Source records
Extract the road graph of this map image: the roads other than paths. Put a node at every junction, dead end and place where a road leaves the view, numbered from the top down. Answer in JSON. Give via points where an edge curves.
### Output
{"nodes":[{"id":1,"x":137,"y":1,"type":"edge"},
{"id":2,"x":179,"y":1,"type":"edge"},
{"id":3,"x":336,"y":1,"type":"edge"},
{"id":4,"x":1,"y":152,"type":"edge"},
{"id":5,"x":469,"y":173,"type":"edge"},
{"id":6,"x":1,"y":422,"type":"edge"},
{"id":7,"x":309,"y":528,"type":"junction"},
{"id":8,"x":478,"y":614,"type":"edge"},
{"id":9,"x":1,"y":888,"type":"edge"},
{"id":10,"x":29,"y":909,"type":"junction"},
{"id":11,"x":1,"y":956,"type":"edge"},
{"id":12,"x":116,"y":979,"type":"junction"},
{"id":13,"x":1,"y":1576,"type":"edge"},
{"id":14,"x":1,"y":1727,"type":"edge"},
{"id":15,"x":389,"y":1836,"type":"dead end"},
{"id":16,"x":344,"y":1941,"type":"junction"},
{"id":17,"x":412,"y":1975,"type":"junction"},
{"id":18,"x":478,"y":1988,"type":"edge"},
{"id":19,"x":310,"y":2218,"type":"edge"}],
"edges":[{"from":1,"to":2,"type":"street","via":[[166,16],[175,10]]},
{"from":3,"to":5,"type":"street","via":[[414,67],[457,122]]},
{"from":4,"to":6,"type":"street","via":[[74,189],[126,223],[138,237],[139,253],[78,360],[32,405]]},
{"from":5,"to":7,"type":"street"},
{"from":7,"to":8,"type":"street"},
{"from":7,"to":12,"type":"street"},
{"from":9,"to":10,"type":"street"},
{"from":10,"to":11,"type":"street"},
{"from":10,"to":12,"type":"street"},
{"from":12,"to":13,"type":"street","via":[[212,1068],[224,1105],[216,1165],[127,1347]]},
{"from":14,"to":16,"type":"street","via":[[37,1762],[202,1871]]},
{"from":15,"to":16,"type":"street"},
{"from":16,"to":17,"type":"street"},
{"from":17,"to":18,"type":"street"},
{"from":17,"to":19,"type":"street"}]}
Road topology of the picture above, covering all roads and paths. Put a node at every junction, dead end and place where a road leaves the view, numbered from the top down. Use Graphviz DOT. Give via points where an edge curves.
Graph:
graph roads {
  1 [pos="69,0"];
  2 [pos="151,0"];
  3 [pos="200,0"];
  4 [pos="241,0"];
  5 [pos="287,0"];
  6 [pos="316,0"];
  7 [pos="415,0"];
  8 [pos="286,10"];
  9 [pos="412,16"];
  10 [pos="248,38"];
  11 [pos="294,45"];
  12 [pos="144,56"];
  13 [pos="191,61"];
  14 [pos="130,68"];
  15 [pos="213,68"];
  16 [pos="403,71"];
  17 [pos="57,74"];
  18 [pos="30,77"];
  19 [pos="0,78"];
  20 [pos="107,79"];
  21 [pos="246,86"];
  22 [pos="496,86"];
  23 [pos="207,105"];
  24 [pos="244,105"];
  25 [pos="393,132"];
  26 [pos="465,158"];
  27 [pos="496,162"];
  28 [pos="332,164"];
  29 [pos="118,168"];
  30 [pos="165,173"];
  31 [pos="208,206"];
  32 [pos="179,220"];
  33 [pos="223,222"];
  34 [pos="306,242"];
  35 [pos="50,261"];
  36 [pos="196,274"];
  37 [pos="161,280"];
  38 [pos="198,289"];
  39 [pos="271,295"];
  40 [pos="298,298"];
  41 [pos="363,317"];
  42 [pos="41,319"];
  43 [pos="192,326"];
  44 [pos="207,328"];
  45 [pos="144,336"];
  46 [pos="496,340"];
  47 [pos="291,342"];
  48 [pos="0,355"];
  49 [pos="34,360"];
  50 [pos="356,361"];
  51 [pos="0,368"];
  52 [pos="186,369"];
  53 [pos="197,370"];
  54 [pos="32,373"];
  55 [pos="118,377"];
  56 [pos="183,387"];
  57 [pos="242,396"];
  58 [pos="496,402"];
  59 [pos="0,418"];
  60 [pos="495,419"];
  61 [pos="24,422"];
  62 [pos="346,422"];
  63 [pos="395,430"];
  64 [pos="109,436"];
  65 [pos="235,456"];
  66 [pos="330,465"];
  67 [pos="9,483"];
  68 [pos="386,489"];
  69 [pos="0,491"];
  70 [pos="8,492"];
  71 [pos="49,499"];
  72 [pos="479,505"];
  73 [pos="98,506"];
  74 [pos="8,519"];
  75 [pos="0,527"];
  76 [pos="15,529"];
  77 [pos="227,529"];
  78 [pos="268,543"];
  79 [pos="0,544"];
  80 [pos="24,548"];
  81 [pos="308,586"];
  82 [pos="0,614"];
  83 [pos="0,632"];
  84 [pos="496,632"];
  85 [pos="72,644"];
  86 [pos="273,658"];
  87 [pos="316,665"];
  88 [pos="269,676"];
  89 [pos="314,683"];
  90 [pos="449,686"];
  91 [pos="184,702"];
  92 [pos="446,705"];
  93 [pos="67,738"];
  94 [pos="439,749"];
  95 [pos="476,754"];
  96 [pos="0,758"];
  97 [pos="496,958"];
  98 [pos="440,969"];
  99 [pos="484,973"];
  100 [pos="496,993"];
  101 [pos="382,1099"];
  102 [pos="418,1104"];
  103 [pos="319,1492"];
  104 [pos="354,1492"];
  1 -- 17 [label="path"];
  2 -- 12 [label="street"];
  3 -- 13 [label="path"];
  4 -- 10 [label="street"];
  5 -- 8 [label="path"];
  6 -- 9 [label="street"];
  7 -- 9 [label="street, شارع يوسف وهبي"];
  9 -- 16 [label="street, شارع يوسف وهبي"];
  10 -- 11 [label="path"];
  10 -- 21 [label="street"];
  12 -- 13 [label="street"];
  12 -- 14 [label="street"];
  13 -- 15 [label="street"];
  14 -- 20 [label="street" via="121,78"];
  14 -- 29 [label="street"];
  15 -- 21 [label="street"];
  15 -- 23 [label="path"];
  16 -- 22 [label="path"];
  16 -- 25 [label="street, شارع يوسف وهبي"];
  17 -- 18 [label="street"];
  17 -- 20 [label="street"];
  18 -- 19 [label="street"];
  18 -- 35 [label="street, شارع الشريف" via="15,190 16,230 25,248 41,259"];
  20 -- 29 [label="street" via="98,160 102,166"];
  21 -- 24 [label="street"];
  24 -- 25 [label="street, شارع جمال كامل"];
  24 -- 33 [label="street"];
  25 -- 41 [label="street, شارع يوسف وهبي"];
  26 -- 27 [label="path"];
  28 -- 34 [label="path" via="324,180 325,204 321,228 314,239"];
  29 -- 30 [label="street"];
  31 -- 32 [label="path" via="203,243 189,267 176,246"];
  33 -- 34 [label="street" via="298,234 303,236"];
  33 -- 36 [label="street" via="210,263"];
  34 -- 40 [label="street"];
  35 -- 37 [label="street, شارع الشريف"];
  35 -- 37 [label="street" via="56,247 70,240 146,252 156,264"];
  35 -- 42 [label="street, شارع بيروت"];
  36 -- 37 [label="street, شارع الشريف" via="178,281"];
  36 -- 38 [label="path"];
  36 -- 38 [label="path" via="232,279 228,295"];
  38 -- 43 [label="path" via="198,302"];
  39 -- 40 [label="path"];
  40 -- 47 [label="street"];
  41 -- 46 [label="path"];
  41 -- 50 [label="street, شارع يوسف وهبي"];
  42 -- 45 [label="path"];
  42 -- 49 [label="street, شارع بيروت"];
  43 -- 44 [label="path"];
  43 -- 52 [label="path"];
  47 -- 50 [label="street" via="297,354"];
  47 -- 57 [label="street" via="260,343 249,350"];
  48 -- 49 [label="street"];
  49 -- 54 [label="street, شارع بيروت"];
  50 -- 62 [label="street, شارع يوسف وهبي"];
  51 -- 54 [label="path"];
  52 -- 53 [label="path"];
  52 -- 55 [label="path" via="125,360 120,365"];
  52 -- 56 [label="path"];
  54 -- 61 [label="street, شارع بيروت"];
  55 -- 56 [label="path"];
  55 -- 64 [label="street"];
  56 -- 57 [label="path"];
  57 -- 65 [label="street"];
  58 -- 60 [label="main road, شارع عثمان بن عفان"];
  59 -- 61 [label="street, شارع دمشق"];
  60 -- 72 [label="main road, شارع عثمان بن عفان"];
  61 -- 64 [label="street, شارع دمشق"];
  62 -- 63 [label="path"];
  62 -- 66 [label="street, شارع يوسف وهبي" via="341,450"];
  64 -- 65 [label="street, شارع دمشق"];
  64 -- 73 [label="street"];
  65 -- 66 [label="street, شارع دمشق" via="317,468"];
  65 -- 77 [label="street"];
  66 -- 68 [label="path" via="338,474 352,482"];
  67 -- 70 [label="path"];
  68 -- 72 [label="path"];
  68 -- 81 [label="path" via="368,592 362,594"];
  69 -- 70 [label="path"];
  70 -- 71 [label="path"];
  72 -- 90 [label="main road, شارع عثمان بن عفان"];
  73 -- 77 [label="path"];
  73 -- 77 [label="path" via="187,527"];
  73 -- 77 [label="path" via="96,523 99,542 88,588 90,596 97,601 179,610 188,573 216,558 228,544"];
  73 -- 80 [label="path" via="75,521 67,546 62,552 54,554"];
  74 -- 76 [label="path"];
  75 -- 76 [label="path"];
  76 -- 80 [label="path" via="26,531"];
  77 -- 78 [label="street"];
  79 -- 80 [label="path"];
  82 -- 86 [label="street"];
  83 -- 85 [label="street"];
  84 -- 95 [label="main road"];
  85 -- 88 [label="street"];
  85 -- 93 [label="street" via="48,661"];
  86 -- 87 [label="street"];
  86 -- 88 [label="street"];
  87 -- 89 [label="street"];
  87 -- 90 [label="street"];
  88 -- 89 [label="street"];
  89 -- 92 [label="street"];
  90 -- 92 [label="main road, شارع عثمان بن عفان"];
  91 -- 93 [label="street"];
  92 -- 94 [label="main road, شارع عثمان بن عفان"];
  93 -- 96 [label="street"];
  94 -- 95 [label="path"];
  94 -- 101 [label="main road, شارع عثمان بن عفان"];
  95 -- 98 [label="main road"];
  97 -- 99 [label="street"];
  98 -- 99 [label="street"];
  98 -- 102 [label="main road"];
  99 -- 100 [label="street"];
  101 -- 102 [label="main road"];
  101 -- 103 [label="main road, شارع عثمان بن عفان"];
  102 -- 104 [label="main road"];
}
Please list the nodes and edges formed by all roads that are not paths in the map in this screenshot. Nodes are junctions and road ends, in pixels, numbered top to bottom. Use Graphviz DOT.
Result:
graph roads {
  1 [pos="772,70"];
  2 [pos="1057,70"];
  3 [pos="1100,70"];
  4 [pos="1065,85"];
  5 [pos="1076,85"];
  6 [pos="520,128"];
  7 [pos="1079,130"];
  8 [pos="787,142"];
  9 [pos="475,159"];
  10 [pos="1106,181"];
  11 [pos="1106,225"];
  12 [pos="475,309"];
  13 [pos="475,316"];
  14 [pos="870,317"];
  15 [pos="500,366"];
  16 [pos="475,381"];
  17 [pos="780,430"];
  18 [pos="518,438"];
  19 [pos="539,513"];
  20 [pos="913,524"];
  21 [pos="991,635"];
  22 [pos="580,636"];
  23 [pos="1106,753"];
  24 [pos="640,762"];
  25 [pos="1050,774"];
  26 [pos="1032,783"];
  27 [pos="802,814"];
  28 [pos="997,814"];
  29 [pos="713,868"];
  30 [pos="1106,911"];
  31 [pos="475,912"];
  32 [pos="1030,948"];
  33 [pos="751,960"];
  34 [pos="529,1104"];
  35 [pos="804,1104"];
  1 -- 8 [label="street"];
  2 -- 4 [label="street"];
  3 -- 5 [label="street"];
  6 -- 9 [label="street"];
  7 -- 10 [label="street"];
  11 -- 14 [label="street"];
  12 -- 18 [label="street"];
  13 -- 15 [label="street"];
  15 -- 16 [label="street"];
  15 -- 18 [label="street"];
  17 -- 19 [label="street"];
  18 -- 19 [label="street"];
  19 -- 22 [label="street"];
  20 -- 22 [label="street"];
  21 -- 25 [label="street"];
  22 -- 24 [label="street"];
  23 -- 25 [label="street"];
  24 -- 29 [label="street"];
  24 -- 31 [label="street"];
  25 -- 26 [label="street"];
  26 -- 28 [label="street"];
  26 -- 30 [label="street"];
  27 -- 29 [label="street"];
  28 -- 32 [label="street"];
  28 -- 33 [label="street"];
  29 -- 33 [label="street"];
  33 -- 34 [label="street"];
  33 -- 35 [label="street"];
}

Exercise aim ->
Copy whichever lines above contain the string "place".

Response ->
Extract the road graph of this map image: the roads other than paths. Put a node at every junction, dead end and place where a road leaves the view, numbered from the top down. Answer in JSON. Give via points where an edge curves.
Road topology of the picture above, covering all roads and paths. Put a node at every junction, dead end and place where a road leaves the view, numbered from the top down. Use Graphviz DOT. Give via points where an edge curves.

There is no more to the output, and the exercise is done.